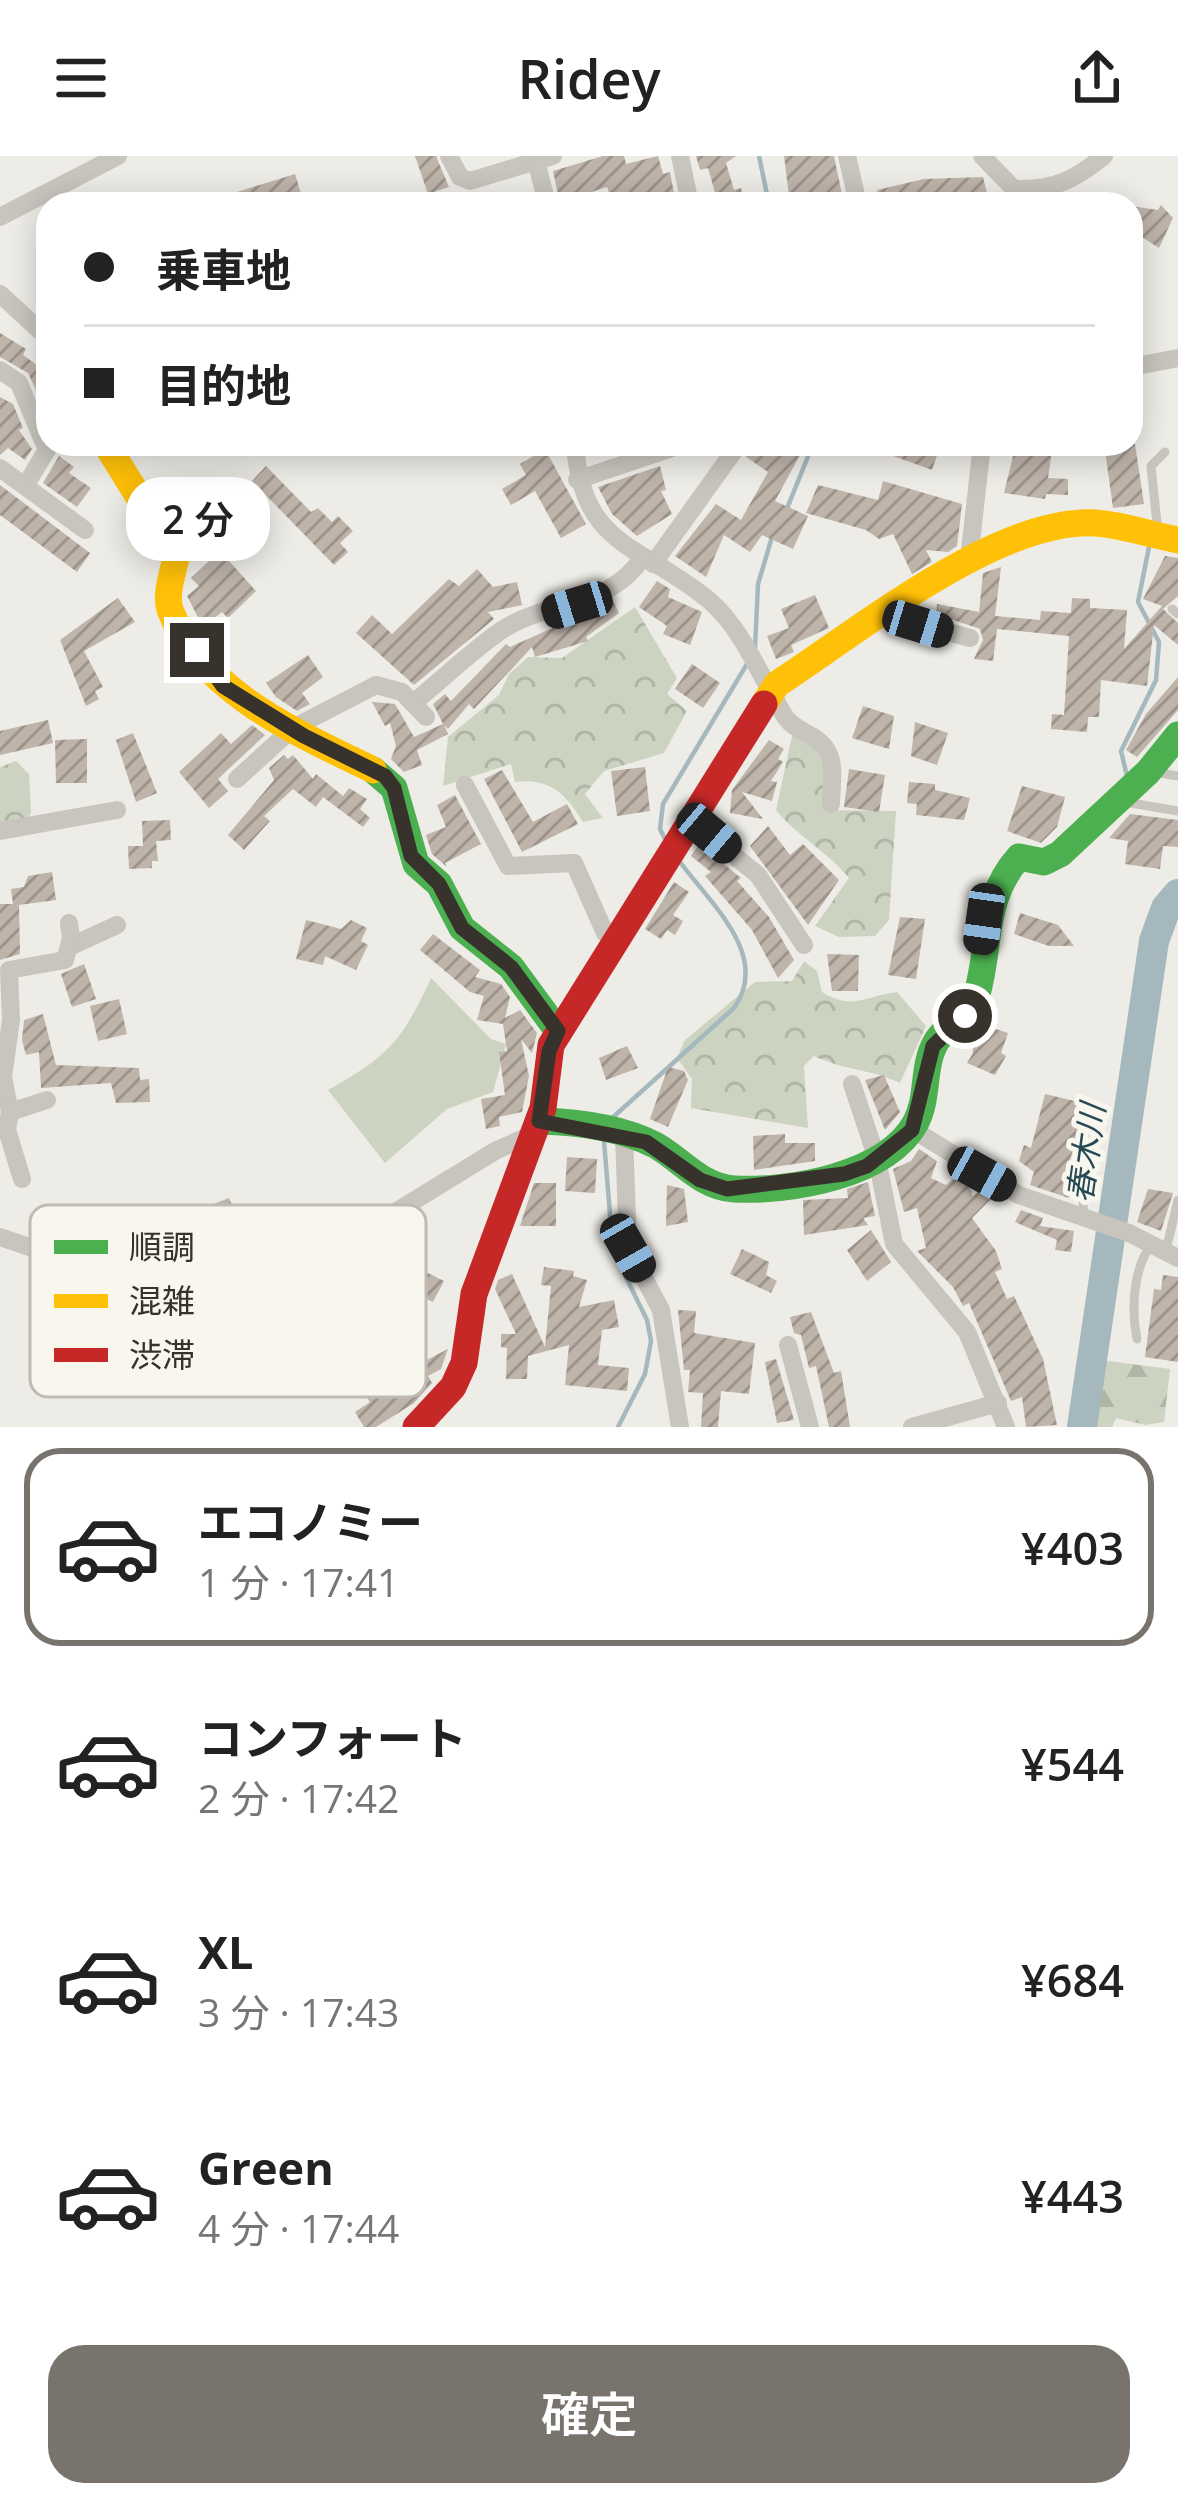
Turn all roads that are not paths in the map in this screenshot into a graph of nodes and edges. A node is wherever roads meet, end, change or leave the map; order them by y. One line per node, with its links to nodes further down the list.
1 (118, 156): 8 (street)
2 (449, 156): 7 (street)
3 (680, 156): 10 (street)
4 (847, 156): 11 (street)
5 (982, 156): 12 (street)
6 (1104, 156): 13 (street)
7 (542, 158): 9 (street)
8 (48, 192)
9 (546, 192)
10 (688, 192)
11 (855, 192)
12 (1012, 192)
13 (1039, 192)
14 (36, 198): 15 (street)
15 (0, 217)
16 (0, 294): 17 (street)
17 (36, 327)
18 (1178, 358): 19 (street)
19 (1143, 365)
20 (0, 370): 21 (street)
21 (36, 424)
22 (1166, 452): 33 (lane)
23 (43, 456): 31 (street)
24 (113, 456): 39 (street)
25 (576, 456): 30 (street)
26 (649, 456): 30 (street)
27 (730, 456): 34 (street)
28 (981, 456): 35 (street)
29 (0, 468): 31 (street)
30 (578, 480): 34 (street)
31 (25, 486): 32 (street)
32 (85, 530)
33 (1168, 537): 35 (street)
34 (648, 560): 38 (street); 39 (street)
35 (969, 560): 36 (street)
36 (884, 614): 37 (street); 38 (street)
37 (970, 638)
38 (771, 690): 46 (street); 49 (street)
39 (293, 728): 43 (street); 57 (street)
40 (1178, 736): 41 (street)
41 (1148, 772): 42 (lane); 45 (street)
42 (1178, 776)
43 (237, 779)
44 (466, 785): 53 (street)
45 (1114, 800): 48 (lane); 62 (street)
46 (831, 804)
47 (118, 810): 50 (street)
48 (1178, 811)
49 (689, 819): 53 (street); 54 (street)
50 (0, 831)
51 (69, 923): 55 (street)
52 (117, 925): 55 (street)
53 (614, 940): 57 (street)
54 (804, 945)
55 (69, 947): 56 (street)
56 (5, 968): 60 (street)
57 (558, 1031): 61 (street)
58 (851, 1084): 65 (street)
59 (46, 1100): 60 (street)
60 (10, 1112): 66 (street)
61 (537, 1127): 64 (street); 68 (street); 76 (street)
62 (912, 1130): 65 (street); 69 (street)
63 (1084, 1133): 69 (lane)
64 (624, 1136): 65 (street); 77 (street)
65 (877, 1159): 75 (street)
66 (22, 1179)
67 (1178, 1200): 72 (lane)
68 (407, 1205)
69 (1089, 1221): 72 (street)
70 (0, 1237): 71 (street)
71 (30, 1247)
72 (1166, 1250): 73 (lane)
73 (1137, 1339)
74 (788, 1345): 78 (street)
75 (998, 1403): 79 (street); 80 (street)
76 (416, 1427)
77 (680, 1427)
78 (810, 1427)
79 (912, 1427)
80 (1006, 1427)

**PROBLEM STATEMENT:**
Each record must be set down again without alteration, and no picture may be carried over.

**RESULT OF THIS EXERCISE:**
Turn all roads that are not paths in the map in this screenshot into a graph of nodes and edges. A node is wherever roads meet, end, change or leave the map; order them by y. One line per node, with its links to nodes further down the list.
1 (118, 156): 8 (street)
2 (449, 156): 7 (street)
3 (680, 156): 10 (street)
4 (847, 156): 11 (street)
5 (982, 156): 12 (street)
6 (1104, 156): 13 (street)
7 (542, 158): 9 (street)
8 (48, 192)
9 (546, 192)
10 (688, 192)
11 (855, 192)
12 (1012, 192)
13 (1039, 192)
14 (36, 198): 15 (street)
15 (0, 217)
16 (0, 294): 17 (street)
17 (36, 327)
18 (1178, 358): 19 (street)
19 (1143, 365)
20 (0, 370): 21 (street)
21 (36, 424)
22 (1166, 452): 33 (lane)
23 (43, 456): 31 (street)
24 (113, 456): 39 (street)
25 (576, 456): 30 (street)
26 (649, 456): 30 (street)
27 (730, 456): 34 (street)
28 (981, 456): 35 (street)
29 (0, 468): 31 (street)
30 (578, 480): 34 (street)
31 (25, 486): 32 (street)
32 (85, 530)
33 (1168, 537): 35 (street)
34 (648, 560): 38 (street); 39 (street)
35 (969, 560): 36 (street)
36 (884, 614): 37 (street); 38 (street)
37 (970, 638)
38 (771, 690): 46 (street); 49 (street)
39 (293, 728): 43 (street); 57 (street)
40 (1178, 736): 41 (street)
41 (1148, 772): 42 (lane); 45 (street)
42 (1178, 776)
43 (237, 779)
44 (466, 785): 53 (street)
45 (1114, 800): 48 (lane); 62 (street)
46 (831, 804)
47 (118, 810): 50 (street)
48 (1178, 811)
49 (689, 819): 53 (street); 54 (street)
50 (0, 831)
51 (69, 923): 55 (street)
52 (117, 925): 55 (street)
53 (614, 940): 57 (street)
54 (804, 945)
55 (69, 947): 56 (street)
56 (5, 968): 60 (street)
57 (558, 1031): 61 (street)
58 (851, 1084): 65 (street)
59 (46, 1100): 60 (street)
60 (10, 1112): 66 (street)
61 (537, 1127): 64 (street); 68 (street); 76 (street)
62 (912, 1130): 65 (street); 69 (street)
63 (1084, 1133): 69 (lane)
64 (624, 1136): 65 (street); 77 (street)
65 (877, 1159): 75 (street)
66 (22, 1179)
67 (1178, 1200): 72 (lane)
68 (407, 1205)
69 (1089, 1221): 72 (street)
70 (0, 1237): 71 (street)
71 (30, 1247)
72 (1166, 1250): 73 (lane)
73 (1137, 1339)
74 (788, 1345): 78 (street)
75 (998, 1403): 79 (street); 80 (street)
76 (416, 1427)
77 (680, 1427)
78 (810, 1427)
79 (912, 1427)
80 (1006, 1427)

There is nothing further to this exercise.